Print the listing below again. Change nothing.
________________
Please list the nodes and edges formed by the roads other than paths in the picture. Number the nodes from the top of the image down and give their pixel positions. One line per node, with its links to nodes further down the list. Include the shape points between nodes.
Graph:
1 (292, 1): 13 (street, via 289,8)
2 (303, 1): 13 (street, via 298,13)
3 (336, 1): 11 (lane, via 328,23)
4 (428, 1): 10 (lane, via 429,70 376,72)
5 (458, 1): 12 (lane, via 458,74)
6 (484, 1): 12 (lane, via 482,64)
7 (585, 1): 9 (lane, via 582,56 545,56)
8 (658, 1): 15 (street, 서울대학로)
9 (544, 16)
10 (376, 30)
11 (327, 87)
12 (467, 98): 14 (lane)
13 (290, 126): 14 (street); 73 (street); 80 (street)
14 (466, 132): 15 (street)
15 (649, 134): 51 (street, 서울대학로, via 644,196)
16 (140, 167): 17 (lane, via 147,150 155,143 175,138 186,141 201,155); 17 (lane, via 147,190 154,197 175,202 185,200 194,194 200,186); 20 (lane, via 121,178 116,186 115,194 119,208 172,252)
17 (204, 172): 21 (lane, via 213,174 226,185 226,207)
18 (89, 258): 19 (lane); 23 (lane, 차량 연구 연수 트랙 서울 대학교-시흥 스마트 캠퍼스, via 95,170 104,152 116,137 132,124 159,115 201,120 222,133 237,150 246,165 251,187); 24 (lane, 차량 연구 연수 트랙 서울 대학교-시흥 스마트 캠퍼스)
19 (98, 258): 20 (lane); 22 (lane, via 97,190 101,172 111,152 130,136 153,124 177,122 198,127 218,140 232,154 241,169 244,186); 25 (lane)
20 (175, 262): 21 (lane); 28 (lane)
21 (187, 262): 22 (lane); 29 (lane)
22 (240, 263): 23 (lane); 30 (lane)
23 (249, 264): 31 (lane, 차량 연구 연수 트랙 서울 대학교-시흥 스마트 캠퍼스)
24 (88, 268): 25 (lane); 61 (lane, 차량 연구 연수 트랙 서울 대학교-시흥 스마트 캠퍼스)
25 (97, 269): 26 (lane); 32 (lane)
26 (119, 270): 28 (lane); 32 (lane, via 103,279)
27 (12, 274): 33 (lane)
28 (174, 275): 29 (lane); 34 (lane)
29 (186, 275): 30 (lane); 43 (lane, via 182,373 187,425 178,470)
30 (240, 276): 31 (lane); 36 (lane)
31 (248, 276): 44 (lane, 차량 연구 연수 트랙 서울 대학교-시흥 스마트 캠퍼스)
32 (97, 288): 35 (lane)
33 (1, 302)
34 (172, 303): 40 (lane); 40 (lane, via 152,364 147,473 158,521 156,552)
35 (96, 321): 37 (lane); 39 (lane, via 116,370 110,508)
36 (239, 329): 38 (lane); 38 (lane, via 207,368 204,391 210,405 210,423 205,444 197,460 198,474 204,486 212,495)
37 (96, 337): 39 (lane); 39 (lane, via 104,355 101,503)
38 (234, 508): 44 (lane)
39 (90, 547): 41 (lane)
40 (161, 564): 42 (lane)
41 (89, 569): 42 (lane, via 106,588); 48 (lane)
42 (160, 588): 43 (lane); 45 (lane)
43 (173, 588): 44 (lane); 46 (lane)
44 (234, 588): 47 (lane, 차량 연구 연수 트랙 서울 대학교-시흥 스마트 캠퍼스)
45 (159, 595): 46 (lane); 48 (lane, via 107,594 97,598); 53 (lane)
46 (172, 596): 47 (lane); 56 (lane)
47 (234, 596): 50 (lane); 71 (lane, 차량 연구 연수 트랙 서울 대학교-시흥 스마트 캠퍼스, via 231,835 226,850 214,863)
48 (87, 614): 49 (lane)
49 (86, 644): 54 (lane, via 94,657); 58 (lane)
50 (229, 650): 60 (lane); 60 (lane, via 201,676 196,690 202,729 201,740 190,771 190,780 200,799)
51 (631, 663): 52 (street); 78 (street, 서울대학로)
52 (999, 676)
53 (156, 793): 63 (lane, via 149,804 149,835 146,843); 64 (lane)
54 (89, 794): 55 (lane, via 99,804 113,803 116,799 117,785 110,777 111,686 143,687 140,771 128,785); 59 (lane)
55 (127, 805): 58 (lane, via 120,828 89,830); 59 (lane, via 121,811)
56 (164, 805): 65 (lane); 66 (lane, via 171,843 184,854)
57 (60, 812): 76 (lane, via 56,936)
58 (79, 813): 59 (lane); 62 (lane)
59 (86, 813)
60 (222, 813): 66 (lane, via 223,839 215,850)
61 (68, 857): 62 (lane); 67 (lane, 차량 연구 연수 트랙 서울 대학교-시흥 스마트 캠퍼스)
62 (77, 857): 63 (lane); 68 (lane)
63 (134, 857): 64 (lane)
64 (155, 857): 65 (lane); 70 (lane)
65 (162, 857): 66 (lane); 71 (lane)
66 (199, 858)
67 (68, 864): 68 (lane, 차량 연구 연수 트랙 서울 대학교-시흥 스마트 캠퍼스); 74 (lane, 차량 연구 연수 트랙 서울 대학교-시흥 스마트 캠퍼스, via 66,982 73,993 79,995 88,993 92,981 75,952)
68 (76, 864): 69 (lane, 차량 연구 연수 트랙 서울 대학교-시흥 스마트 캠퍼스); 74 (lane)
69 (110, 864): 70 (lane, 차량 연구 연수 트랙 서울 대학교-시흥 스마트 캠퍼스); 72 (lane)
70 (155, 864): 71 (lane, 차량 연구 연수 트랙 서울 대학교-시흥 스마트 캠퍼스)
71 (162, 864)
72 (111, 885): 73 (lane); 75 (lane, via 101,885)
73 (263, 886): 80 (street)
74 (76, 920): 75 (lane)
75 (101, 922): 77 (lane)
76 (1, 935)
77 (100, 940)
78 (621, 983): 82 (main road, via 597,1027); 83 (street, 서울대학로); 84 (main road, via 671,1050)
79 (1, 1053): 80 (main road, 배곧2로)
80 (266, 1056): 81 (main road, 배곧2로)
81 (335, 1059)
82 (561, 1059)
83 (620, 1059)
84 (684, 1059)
________________
* **Response to this exercise**:
Please list the nodes and edges formed by the roads other than paths in the picture. Number the nodes from the top of the image down and give their pixel positions. One line per node, with its links to nodes further down the list. Include the shape points between nodes.
Graph:
1 (292, 1): 13 (street, via 289,8)
2 (303, 1): 13 (street, via 298,13)
3 (336, 1): 11 (lane, via 328,23)
4 (428, 1): 10 (lane, via 429,70 376,72)
5 (458, 1): 12 (lane, via 458,74)
6 (484, 1): 12 (lane, via 482,64)
7 (585, 1): 9 (lane, via 582,56 545,56)
8 (658, 1): 15 (street, 서울대학로)
9 (544, 16)
10 (376, 30)
11 (327, 87)
12 (467, 98): 14 (lane)
13 (290, 126): 14 (street); 73 (street); 80 (street)
14 (466, 132): 15 (street)
15 (649, 134): 51 (street, 서울대학로, via 644,196)
16 (140, 167): 17 (lane, via 147,150 155,143 175,138 186,141 201,155); 17 (lane, via 147,190 154,197 175,202 185,200 194,194 200,186); 20 (lane, via 121,178 116,186 115,194 119,208 172,252)
17 (204, 172): 21 (lane, via 213,174 226,185 226,207)
18 (89, 258): 19 (lane); 23 (lane, 차량 연구 연수 트랙 서울 대학교-시흥 스마트 캠퍼스, via 95,170 104,152 116,137 132,124 159,115 201,120 222,133 237,150 246,165 251,187); 24 (lane, 차량 연구 연수 트랙 서울 대학교-시흥 스마트 캠퍼스)
19 (98, 258): 20 (lane); 22 (lane, via 97,190 101,172 111,152 130,136 153,124 177,122 198,127 218,140 232,154 241,169 244,186); 25 (lane)
20 (175, 262): 21 (lane); 28 (lane)
21 (187, 262): 22 (lane); 29 (lane)
22 (240, 263): 23 (lane); 30 (lane)
23 (249, 264): 31 (lane, 차량 연구 연수 트랙 서울 대학교-시흥 스마트 캠퍼스)
24 (88, 268): 25 (lane); 61 (lane, 차량 연구 연수 트랙 서울 대학교-시흥 스마트 캠퍼스)
25 (97, 269): 26 (lane); 32 (lane)
26 (119, 270): 28 (lane); 32 (lane, via 103,279)
27 (12, 274): 33 (lane)
28 (174, 275): 29 (lane); 34 (lane)
29 (186, 275): 30 (lane); 43 (lane, via 182,373 187,425 178,470)
30 (240, 276): 31 (lane); 36 (lane)
31 (248, 276): 44 (lane, 차량 연구 연수 트랙 서울 대학교-시흥 스마트 캠퍼스)
32 (97, 288): 35 (lane)
33 (1, 302)
34 (172, 303): 40 (lane); 40 (lane, via 152,364 147,473 158,521 156,552)
35 (96, 321): 37 (lane); 39 (lane, via 116,370 110,508)
36 (239, 329): 38 (lane); 38 (lane, via 207,368 204,391 210,405 210,423 205,444 197,460 198,474 204,486 212,495)
37 (96, 337): 39 (lane); 39 (lane, via 104,355 101,503)
38 (234, 508): 44 (lane)
39 (90, 547): 41 (lane)
40 (161, 564): 42 (lane)
41 (89, 569): 42 (lane, via 106,588); 48 (lane)
42 (160, 588): 43 (lane); 45 (lane)
43 (173, 588): 44 (lane); 46 (lane)
44 (234, 588): 47 (lane, 차량 연구 연수 트랙 서울 대학교-시흥 스마트 캠퍼스)
45 (159, 595): 46 (lane); 48 (lane, via 107,594 97,598); 53 (lane)
46 (172, 596): 47 (lane); 56 (lane)
47 (234, 596): 50 (lane); 71 (lane, 차량 연구 연수 트랙 서울 대학교-시흥 스마트 캠퍼스, via 231,835 226,850 214,863)
48 (87, 614): 49 (lane)
49 (86, 644): 54 (lane, via 94,657); 58 (lane)
50 (229, 650): 60 (lane); 60 (lane, via 201,676 196,690 202,729 201,740 190,771 190,780 200,799)
51 (631, 663): 52 (street); 78 (street, 서울대학로)
52 (999, 676)
53 (156, 793): 63 (lane, via 149,804 149,835 146,843); 64 (lane)
54 (89, 794): 55 (lane, via 99,804 113,803 116,799 117,785 110,777 111,686 143,687 140,771 128,785); 59 (lane)
55 (127, 805): 58 (lane, via 120,828 89,830); 59 (lane, via 121,811)
56 (164, 805): 65 (lane); 66 (lane, via 171,843 184,854)
57 (60, 812): 76 (lane, via 56,936)
58 (79, 813): 59 (lane); 62 (lane)
59 (86, 813)
60 (222, 813): 66 (lane, via 223,839 215,850)
61 (68, 857): 62 (lane); 67 (lane, 차량 연구 연수 트랙 서울 대학교-시흥 스마트 캠퍼스)
62 (77, 857): 63 (lane); 68 (lane)
63 (134, 857): 64 (lane)
64 (155, 857): 65 (lane); 70 (lane)
65 (162, 857): 66 (lane); 71 (lane)
66 (199, 858)
67 (68, 864): 68 (lane, 차량 연구 연수 트랙 서울 대학교-시흥 스마트 캠퍼스); 74 (lane, 차량 연구 연수 트랙 서울 대학교-시흥 스마트 캠퍼스, via 66,982 73,993 79,995 88,993 92,981 75,952)
68 (76, 864): 69 (lane, 차량 연구 연수 트랙 서울 대학교-시흥 스마트 캠퍼스); 74 (lane)
69 (110, 864): 70 (lane, 차량 연구 연수 트랙 서울 대학교-시흥 스마트 캠퍼스); 72 (lane)
70 (155, 864): 71 (lane, 차량 연구 연수 트랙 서울 대학교-시흥 스마트 캠퍼스)
71 (162, 864)
72 (111, 885): 73 (lane); 75 (lane, via 101,885)
73 (263, 886): 80 (street)
74 (76, 920): 75 (lane)
75 (101, 922): 77 (lane)
76 (1, 935)
77 (100, 940)
78 (621, 983): 82 (main road, via 597,1027); 83 (street, 서울대학로); 84 (main road, via 671,1050)
79 (1, 1053): 80 (main road, 배곧2로)
80 (266, 1056): 81 (main road, 배곧2로)
81 (335, 1059)
82 (561, 1059)
83 (620, 1059)
84 (684, 1059)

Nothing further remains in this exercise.